● **Task directions**
Search the entries below for "工業區十八路" and copy each matching line.

(Provided data begins)

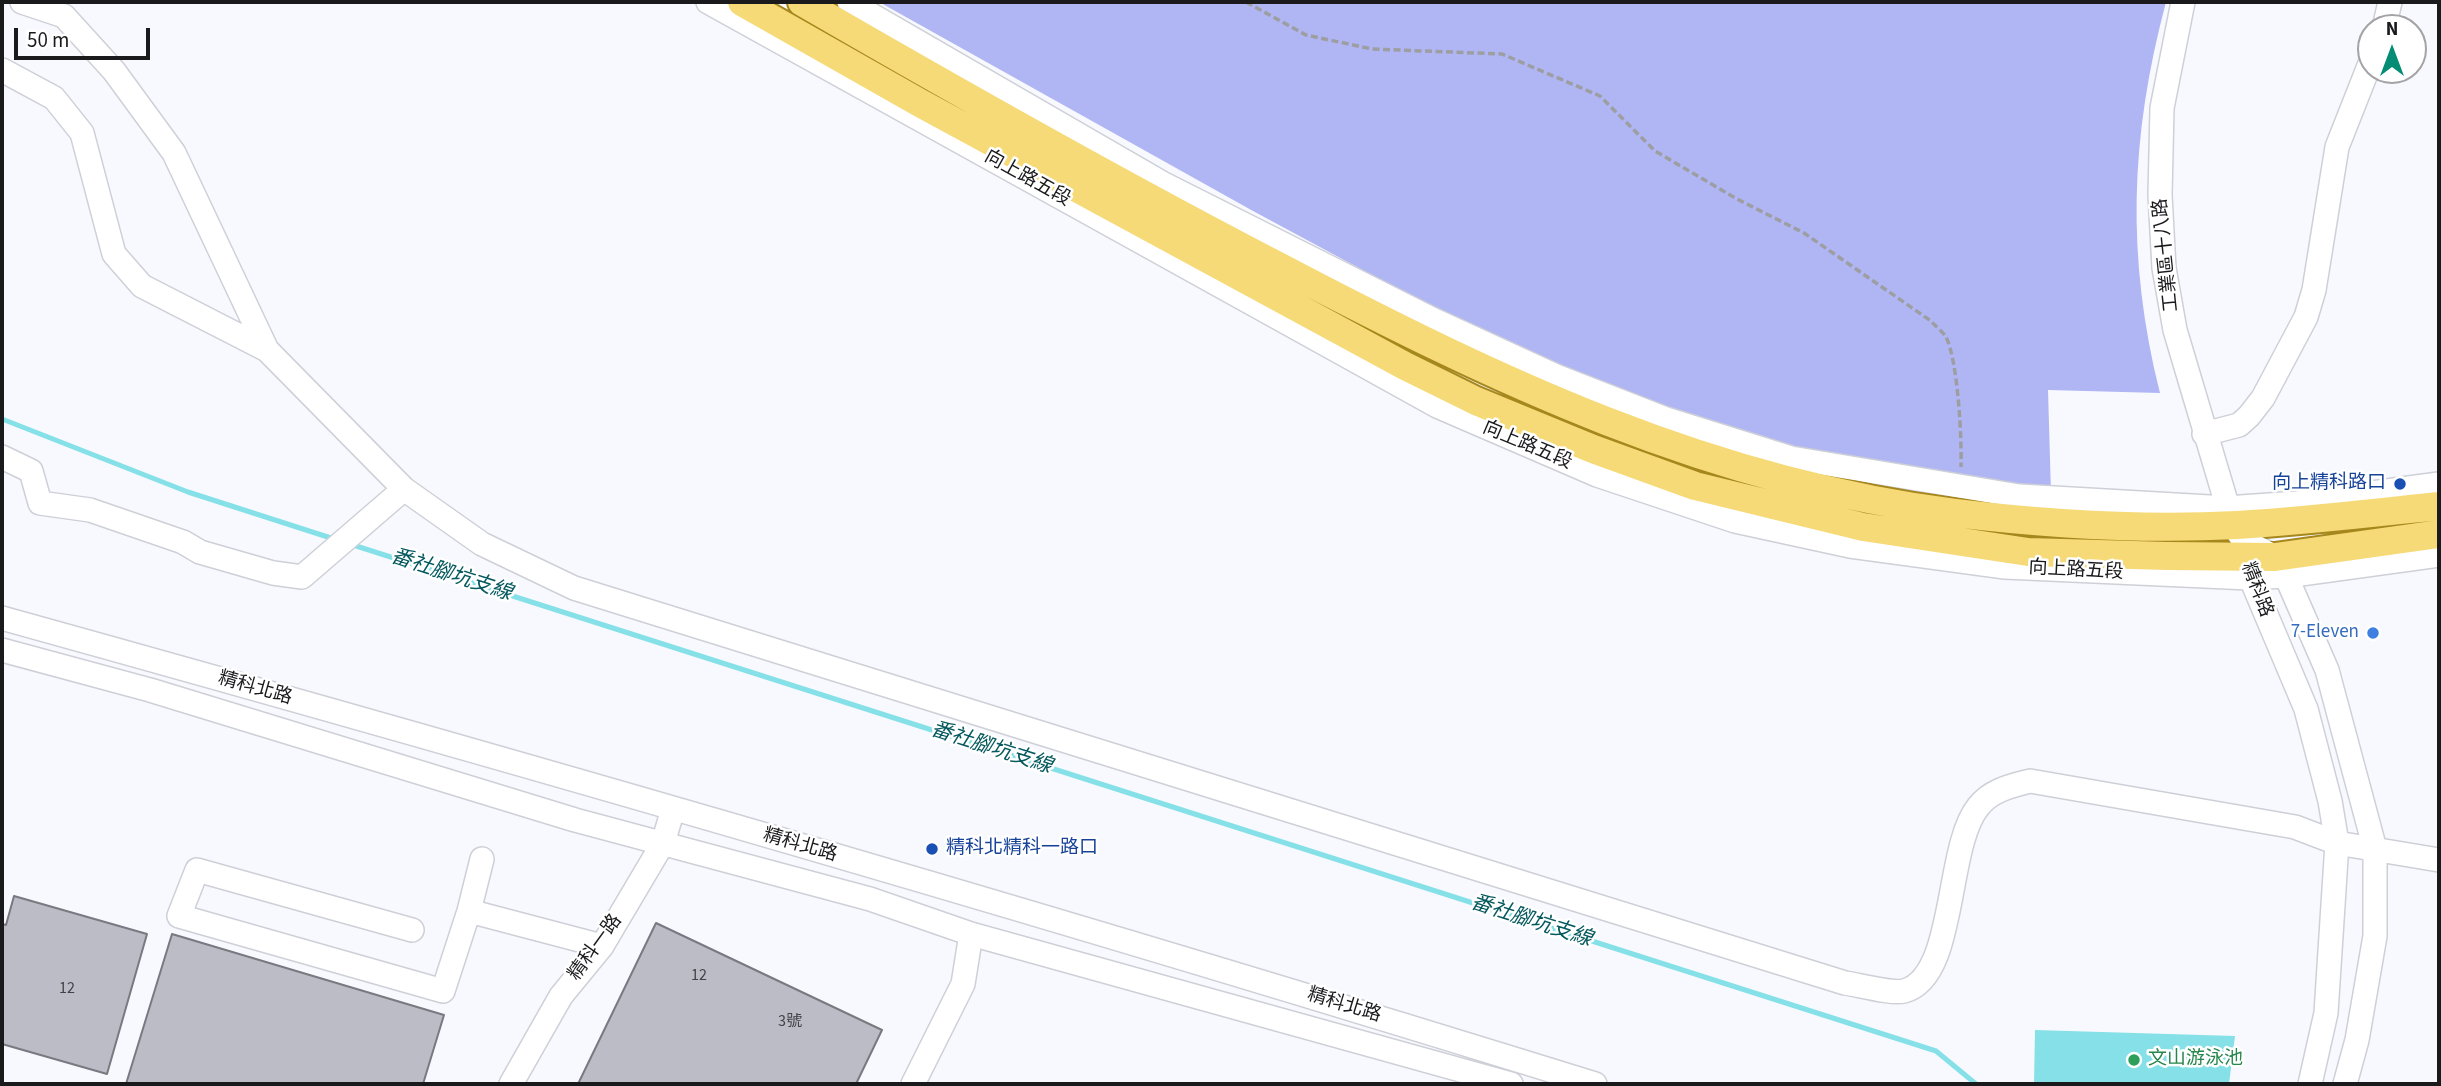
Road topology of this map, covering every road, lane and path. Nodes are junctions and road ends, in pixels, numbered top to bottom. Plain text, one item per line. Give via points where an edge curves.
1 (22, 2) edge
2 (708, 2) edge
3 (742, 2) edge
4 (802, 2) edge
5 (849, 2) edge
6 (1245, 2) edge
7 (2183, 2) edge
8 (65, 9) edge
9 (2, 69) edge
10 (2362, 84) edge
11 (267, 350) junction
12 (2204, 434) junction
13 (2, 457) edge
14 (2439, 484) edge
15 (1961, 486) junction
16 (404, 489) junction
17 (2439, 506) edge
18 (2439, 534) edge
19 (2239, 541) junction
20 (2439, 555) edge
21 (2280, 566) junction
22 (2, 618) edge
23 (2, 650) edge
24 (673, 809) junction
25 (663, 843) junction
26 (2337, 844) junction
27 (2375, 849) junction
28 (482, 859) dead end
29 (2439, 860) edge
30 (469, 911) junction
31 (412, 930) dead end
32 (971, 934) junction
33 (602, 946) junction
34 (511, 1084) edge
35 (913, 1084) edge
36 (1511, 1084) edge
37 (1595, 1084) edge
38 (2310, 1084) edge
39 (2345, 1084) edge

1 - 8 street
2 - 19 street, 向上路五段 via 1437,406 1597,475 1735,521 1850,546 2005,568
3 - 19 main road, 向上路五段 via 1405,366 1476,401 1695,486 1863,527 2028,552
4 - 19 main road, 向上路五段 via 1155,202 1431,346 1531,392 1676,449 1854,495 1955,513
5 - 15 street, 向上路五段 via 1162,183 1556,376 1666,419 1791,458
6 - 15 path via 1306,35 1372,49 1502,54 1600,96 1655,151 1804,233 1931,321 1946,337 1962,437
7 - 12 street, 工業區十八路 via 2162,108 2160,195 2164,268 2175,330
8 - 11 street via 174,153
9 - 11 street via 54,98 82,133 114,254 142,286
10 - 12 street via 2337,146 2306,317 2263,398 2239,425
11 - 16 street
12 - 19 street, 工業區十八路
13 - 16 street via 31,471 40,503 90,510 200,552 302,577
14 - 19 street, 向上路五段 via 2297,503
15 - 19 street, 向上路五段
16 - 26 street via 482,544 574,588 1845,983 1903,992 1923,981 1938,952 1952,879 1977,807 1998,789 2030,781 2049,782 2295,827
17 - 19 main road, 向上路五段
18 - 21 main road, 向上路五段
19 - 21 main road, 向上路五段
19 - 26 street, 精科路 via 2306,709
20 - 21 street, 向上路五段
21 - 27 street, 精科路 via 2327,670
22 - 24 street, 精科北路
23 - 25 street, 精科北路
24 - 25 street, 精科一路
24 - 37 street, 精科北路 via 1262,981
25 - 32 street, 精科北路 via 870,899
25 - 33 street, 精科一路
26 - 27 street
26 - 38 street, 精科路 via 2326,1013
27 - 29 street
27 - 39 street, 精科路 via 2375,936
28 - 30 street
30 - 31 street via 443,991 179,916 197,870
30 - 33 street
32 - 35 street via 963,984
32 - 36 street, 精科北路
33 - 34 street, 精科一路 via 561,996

(Provided data ends)

● **Completed exercise**
7 - 12 street, 工業區十八路 via 2162,108 2160,195 2164,268 2175,330
12 - 19 street, 工業區十八路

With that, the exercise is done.